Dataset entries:
Content starts

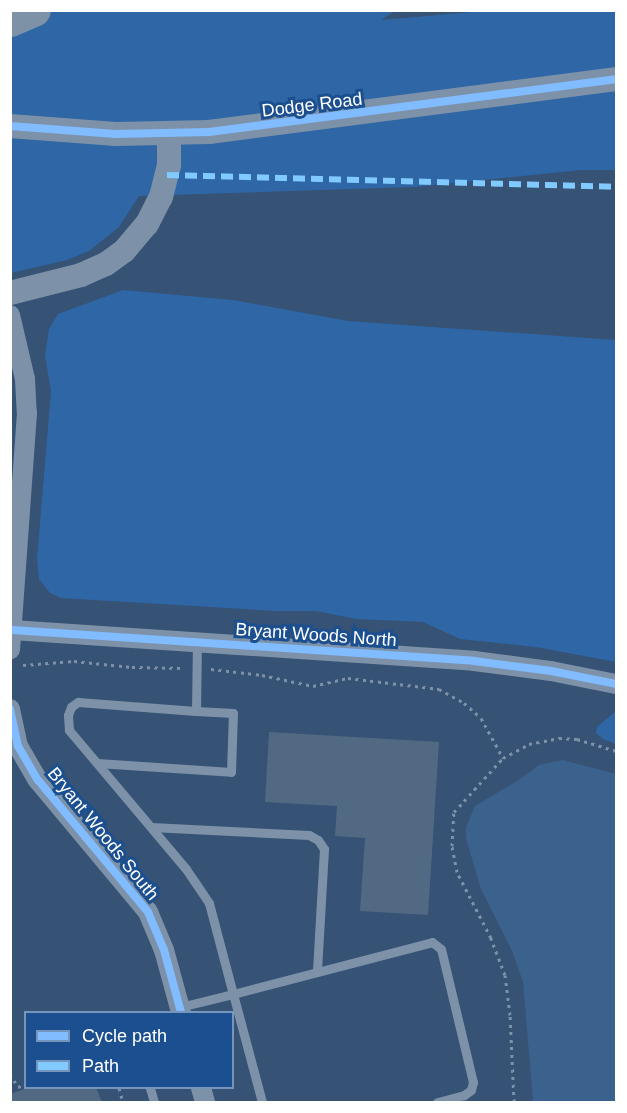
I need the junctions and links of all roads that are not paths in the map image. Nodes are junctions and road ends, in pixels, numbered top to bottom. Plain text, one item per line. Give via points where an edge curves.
1 (34, 10) edge
2 (10, 20) edge
3 (616, 79) edge
4 (10, 126) edge
5 (169, 134) junction
6 (10, 293) edge
7 (10, 315) edge
8 (11, 639) edge
9 (197, 642) junction
10 (616, 684) edge
11 (10, 709) edge
12 (196, 711) junction
13 (97, 763) junction
14 (151, 827) junction
15 (317, 970) junction
16 (233, 994) junction
17 (180, 1010) edge
18 (262, 1102) edge
19 (437, 1102) edge

1 - 2 highway
3 - 5 street, Dodge Road via 282,124
4 - 5 street, Dodge Road
5 - 6 street via 169,166 161,197 147,224 123,251 81,275
7 - 8 street via 25,379 27,413
8 - 9 street, Bryant Woods North
9 - 10 street, Bryant Woods North via 502,664
9 - 12 lane
11 - 17 street, Bryant Woods South via 18,746 38,780 148,912 164,950
12 - 13 lane via 78,702 68,715 69,730
12 - 13 lane via 233,712 231,772
13 - 14 lane
14 - 15 lane via 309,835 318,840 324,849
14 - 16 lane via 209,903
15 - 16 lane
15 - 19 lane via 421,943 432,942 441,949 473,1082 464,1095
16 - 17 lane
16 - 18 lane

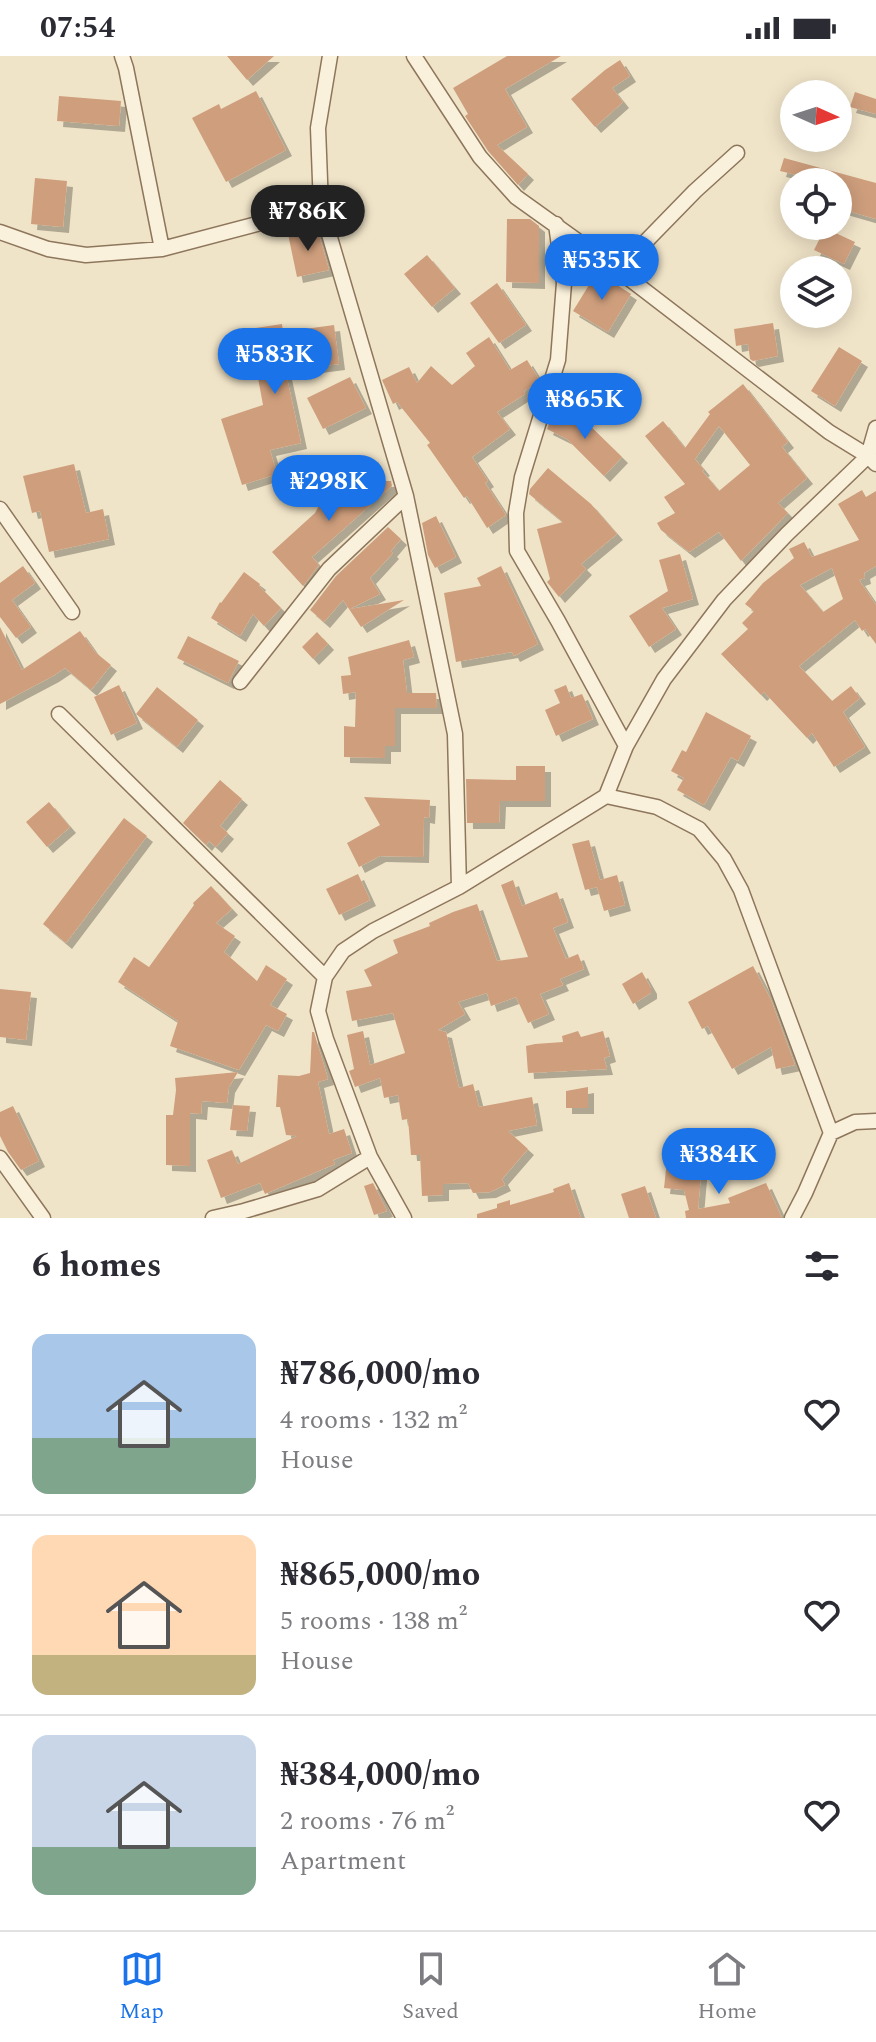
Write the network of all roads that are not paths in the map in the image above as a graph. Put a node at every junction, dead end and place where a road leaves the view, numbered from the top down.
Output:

Content ends

Work to be completed:
The line with "Write the network" marks where to start. Transcribe from there through the final line of the records, exactly and with nothing added.

Expected output:
Write the network of all roads that are not paths in the map in the image above as a graph. Put a node at every junction, dead end and place where a road leaves the view, numbered from the top down.
Output:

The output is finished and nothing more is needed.